### EXERCISE REQUIREMENTS
Lines with "dead": copy each one from the listing below.

### DATA
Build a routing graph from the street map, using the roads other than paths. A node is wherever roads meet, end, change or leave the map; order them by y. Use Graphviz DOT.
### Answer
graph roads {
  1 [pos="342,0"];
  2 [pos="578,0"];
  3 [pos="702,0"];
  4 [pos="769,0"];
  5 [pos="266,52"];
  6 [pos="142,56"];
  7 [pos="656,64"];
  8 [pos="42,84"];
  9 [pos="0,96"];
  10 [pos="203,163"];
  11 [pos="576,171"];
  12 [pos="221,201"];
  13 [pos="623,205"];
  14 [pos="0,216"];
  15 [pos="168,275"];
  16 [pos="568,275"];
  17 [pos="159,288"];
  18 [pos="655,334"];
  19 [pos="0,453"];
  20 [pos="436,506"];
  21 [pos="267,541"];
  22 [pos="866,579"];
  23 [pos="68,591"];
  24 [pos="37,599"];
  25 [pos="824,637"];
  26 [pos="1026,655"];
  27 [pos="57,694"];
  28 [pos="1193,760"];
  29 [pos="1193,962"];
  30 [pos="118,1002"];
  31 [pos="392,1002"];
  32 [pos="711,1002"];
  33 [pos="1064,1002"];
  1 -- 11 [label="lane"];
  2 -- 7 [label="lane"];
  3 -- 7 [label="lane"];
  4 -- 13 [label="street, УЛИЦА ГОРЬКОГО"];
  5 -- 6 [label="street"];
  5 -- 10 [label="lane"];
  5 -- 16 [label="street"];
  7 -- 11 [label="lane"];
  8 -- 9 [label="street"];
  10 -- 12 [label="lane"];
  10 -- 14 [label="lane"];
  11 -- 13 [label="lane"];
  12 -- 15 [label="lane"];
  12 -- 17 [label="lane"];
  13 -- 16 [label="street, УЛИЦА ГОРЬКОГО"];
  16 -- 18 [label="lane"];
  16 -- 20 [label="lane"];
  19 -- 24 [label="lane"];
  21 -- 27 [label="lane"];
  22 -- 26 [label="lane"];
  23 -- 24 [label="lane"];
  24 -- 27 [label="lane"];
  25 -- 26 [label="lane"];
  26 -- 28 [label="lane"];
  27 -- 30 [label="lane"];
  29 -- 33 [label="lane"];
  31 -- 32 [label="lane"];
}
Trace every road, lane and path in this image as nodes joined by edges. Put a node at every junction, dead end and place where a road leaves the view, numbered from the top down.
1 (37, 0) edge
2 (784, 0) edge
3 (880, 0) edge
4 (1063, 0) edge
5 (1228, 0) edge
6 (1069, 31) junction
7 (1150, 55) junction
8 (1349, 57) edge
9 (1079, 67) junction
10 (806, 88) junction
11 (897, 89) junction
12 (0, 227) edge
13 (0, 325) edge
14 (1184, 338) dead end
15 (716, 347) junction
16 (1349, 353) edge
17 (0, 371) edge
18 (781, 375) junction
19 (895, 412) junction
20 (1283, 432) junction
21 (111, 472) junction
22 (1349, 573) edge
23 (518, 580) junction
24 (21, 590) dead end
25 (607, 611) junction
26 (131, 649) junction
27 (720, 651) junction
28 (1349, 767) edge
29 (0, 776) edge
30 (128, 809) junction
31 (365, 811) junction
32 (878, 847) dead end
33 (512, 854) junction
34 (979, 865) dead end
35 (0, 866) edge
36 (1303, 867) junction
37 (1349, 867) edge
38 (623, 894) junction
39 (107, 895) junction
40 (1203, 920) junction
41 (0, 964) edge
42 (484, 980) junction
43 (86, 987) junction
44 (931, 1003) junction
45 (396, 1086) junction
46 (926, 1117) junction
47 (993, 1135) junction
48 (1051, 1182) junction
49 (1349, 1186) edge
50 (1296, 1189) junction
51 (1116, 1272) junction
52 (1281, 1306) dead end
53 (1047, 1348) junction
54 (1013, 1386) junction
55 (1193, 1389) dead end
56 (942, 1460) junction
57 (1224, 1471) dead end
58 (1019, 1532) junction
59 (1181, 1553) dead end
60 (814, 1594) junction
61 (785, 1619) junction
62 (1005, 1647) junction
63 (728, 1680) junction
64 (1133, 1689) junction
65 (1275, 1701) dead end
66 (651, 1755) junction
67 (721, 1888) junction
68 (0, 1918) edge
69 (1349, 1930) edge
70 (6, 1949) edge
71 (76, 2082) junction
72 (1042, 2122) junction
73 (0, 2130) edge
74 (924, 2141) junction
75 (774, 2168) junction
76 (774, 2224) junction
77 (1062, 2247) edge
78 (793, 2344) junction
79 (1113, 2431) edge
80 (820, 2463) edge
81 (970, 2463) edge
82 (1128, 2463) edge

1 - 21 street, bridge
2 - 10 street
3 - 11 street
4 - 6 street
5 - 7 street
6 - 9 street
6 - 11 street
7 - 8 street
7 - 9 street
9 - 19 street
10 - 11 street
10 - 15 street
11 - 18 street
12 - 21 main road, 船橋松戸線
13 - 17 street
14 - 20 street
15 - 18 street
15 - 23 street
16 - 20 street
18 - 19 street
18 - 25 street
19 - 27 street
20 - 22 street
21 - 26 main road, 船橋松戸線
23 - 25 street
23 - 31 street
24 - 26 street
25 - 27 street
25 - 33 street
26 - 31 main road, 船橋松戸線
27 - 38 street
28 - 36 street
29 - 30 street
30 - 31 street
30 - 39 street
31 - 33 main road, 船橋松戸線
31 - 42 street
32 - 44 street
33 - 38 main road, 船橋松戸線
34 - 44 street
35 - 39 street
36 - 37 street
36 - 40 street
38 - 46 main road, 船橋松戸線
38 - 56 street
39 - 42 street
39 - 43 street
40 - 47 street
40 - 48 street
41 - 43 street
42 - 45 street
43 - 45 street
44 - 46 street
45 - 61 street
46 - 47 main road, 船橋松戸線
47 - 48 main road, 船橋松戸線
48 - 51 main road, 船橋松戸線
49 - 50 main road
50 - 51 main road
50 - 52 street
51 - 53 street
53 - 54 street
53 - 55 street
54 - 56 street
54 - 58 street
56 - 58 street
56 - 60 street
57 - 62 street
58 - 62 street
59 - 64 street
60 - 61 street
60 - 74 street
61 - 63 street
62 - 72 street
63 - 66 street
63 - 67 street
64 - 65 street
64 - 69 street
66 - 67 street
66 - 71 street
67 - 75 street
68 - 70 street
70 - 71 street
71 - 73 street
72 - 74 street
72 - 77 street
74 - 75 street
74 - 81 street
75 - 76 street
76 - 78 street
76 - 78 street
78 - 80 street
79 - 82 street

### THE ANSWER
Trace every road, lane and path in this image as nodes joined by edges. Put a node at every junction, dead end and place where a road leaves the view, numbered from the top down.
14 (1184, 338) dead end
24 (21, 590) dead end
32 (878, 847) dead end
34 (979, 865) dead end
52 (1281, 1306) dead end
55 (1193, 1389) dead end
57 (1224, 1471) dead end
59 (1181, 1553) dead end
65 (1275, 1701) dead end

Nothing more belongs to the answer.